[Activity]
Check each line below for the word "Calle", then please report how many lines have it and nothing more.

Dataset entries
____________________
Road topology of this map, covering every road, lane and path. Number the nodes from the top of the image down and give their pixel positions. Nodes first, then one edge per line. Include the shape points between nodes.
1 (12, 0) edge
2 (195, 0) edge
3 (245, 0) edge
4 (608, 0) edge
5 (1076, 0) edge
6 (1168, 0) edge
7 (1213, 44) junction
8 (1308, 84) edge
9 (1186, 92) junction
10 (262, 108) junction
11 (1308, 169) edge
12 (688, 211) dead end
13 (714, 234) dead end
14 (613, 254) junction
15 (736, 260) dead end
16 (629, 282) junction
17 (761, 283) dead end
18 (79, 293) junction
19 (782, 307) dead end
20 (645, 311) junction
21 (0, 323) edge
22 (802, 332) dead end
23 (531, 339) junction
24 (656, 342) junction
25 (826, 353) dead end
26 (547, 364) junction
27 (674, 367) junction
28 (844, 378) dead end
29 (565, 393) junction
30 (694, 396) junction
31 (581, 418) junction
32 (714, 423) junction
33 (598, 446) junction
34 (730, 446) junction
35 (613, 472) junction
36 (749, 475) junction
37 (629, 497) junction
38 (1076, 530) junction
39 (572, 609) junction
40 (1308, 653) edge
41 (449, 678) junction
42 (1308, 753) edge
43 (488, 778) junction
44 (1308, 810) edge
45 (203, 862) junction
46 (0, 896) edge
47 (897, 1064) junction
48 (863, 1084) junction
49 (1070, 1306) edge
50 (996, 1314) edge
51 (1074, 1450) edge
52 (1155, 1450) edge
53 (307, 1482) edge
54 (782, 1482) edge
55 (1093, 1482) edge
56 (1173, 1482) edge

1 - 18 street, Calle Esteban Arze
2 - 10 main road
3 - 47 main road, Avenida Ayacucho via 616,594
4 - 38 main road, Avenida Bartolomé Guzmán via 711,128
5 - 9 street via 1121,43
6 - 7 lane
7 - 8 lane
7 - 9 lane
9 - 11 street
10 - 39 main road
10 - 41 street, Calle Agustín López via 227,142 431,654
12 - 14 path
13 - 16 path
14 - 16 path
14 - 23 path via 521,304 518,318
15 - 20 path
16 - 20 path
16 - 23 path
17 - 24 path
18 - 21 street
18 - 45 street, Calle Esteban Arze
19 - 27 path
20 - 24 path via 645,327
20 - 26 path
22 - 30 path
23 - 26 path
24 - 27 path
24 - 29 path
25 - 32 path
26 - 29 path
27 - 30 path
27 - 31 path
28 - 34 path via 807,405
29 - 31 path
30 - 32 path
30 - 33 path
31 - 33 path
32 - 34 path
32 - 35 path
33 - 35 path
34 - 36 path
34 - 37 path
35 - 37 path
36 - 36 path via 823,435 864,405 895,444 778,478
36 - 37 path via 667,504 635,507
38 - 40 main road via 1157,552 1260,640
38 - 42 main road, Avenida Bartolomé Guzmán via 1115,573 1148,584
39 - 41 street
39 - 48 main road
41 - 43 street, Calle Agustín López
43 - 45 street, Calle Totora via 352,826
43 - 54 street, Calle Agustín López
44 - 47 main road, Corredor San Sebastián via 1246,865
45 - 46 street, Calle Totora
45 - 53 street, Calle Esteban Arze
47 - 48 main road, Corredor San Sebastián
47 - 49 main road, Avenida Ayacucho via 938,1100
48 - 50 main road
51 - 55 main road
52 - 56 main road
____________________
[Exercise solution]
8